I recall that he always used very course language when describing his enemies, and everyone seemed to be his enemy, notably Catholics, republicans and the leaders of the Unionist Party. All of whom were his particular enemy for the simple reason that he aspired to one position in life and one only, and that was to be Prime Minister / First Minister of Northern Ireland.
He could never be second in anything in life. He was an Orangeman but formed his own independent Orange Lodge. He was a Presbyterian minister but established his own Free Presbyterian Church. He was a Unionist but formed his own Democratic Unionist Party.
Then all changed. At the age of 80, and after bitterly opposing the Good Friday Agreement at every stage of its process, he suddenly saw blue sky open up when the opportunity came to form a government in partnership with his sworn life-long bitter enemy, Sinn Fein.
His faithful followers in both politics and religion looked on aghast as Paisley did a momentous U-turn on every front without the slightest sense of embarrassment. While his former friends seethed, he beamed and entered a glowing relationship with Martin McGuinness — commonly referred to as the “Chuckle Brothers.”
Paisley did a momentous U-turn on every front without the slightest sense of embarrassment.
At an age when all other people of political aspiration were long shrivelled in ambition or were dead, while all of his age had long resigned and long gone into retirement, here he was entering the paradise of his life’s dream, totally oblivious to the trail of damage he had done all his life and to the bewilderment of all those political and religious people who had followed him faithfully down the decades.
And even though many of his old friends formally turned their back in him, including the elders of the church he had founded, this overarching ambition to be number one citizen in the North surrounded him with a mode of indifference to everything.

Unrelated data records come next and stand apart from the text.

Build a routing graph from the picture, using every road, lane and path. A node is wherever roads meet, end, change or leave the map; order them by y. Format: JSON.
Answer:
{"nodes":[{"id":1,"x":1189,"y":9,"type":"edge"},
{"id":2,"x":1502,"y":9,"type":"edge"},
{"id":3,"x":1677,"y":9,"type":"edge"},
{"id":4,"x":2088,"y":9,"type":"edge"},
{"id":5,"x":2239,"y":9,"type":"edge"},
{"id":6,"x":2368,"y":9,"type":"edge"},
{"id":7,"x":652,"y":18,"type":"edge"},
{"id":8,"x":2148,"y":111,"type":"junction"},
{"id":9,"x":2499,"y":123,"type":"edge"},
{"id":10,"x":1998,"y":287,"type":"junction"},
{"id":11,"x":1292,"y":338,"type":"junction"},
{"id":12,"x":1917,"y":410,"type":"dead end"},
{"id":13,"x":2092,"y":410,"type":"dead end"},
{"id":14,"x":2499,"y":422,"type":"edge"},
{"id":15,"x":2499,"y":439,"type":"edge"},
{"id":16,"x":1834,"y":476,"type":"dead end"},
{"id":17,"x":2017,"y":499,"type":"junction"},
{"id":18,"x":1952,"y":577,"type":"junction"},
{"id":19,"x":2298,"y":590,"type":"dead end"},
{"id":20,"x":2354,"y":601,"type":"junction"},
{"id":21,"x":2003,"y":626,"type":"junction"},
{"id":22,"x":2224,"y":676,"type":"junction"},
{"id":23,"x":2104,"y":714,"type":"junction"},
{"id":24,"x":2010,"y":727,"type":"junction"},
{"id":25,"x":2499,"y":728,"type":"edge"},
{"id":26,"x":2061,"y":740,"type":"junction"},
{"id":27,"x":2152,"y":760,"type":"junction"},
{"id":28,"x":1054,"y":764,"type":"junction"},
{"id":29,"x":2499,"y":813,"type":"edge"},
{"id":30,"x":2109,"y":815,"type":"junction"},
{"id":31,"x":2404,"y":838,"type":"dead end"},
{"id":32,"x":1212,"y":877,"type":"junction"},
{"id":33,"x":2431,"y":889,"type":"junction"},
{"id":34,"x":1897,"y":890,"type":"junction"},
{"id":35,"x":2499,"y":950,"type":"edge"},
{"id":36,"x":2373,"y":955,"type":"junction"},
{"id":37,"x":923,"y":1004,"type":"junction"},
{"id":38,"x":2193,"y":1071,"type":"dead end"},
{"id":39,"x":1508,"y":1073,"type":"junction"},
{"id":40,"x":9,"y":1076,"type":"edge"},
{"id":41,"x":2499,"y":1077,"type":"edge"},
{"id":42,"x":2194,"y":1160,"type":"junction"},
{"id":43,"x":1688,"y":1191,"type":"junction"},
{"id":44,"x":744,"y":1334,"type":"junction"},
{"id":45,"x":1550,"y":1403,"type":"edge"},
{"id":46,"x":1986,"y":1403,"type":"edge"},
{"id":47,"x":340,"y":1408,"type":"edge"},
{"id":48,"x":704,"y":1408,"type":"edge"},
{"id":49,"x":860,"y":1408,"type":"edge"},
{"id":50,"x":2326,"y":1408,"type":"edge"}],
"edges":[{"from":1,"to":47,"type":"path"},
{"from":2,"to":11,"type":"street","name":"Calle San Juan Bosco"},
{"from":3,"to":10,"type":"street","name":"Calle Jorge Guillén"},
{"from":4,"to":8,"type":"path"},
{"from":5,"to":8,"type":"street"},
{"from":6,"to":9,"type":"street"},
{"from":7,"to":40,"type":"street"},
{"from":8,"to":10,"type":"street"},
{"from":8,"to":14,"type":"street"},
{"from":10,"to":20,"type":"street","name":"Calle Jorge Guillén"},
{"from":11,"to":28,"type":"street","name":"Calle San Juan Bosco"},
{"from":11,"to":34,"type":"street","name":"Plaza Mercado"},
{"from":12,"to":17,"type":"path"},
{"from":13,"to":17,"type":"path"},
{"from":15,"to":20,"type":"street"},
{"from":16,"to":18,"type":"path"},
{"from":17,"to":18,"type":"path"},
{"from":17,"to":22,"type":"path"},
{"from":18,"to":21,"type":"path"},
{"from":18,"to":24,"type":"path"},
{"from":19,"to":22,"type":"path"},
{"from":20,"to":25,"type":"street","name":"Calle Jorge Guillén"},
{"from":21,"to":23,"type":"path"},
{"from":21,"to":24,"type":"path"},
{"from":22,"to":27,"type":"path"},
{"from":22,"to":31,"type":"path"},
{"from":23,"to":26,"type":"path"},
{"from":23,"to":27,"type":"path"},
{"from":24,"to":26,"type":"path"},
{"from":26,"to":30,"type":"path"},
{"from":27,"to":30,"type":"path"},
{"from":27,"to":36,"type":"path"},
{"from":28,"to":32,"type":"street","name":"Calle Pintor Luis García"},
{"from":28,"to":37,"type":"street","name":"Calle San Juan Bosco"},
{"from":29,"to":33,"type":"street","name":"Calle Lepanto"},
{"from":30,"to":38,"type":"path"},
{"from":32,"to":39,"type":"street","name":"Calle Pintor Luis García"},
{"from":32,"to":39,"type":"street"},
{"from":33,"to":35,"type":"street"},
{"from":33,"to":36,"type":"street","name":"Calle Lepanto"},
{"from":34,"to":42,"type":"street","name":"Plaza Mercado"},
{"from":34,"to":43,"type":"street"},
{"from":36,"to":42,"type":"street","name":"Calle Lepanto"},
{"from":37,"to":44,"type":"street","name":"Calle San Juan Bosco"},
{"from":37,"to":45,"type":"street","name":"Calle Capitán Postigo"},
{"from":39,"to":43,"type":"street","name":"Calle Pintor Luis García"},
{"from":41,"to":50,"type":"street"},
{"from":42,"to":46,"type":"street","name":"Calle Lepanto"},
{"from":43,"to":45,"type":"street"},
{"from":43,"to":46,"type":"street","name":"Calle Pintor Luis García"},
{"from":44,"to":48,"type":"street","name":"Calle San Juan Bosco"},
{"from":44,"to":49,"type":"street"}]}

But he did not remain there long. At over 80, he was simply not up to the day-to-day mechanism of running a government and a gentle relentless push from his Democratic Unionist Party, and an equal push from sheer years sent him into permanent retirement, and there he largely descended into a time of loneliness.
But who was the real Ian Paisley? Who is the real Donald Trump? After the wild bull charge through the election, destroying all opposition with affirmations of a new American dawn, a prophet of a figure come to admonish and come to redeem in the one breath, a day of judgement and reckoning for America and the world.
Then at the zenith of election night, the wild man suddenly tamed. The world that he had just conquered stared back at him, as it stated back at Paisley in the full light of all its complexities. He had to be friendly with it, open his eyes wider and before the night fell on victory day became more and more human, more and more pleasant, that before he went to bed had compromised on many things.
In many ways, Paisley died a sad man after achieving all his ambitions, which were ultimately a quest for status, power and control. Trump’s election, I think, has filled an emptiness, a void of uncertainty in American life and he will no doubt steer the ship according to deep convictions.
Like Paisley, I think he will find that there is a very short step from achieving a dream to entering a nightmare, and that being in power is coping with the latter not the former. It is always easier to be shaped by events than to shape events, and the real Trump has yet to appear on the scene.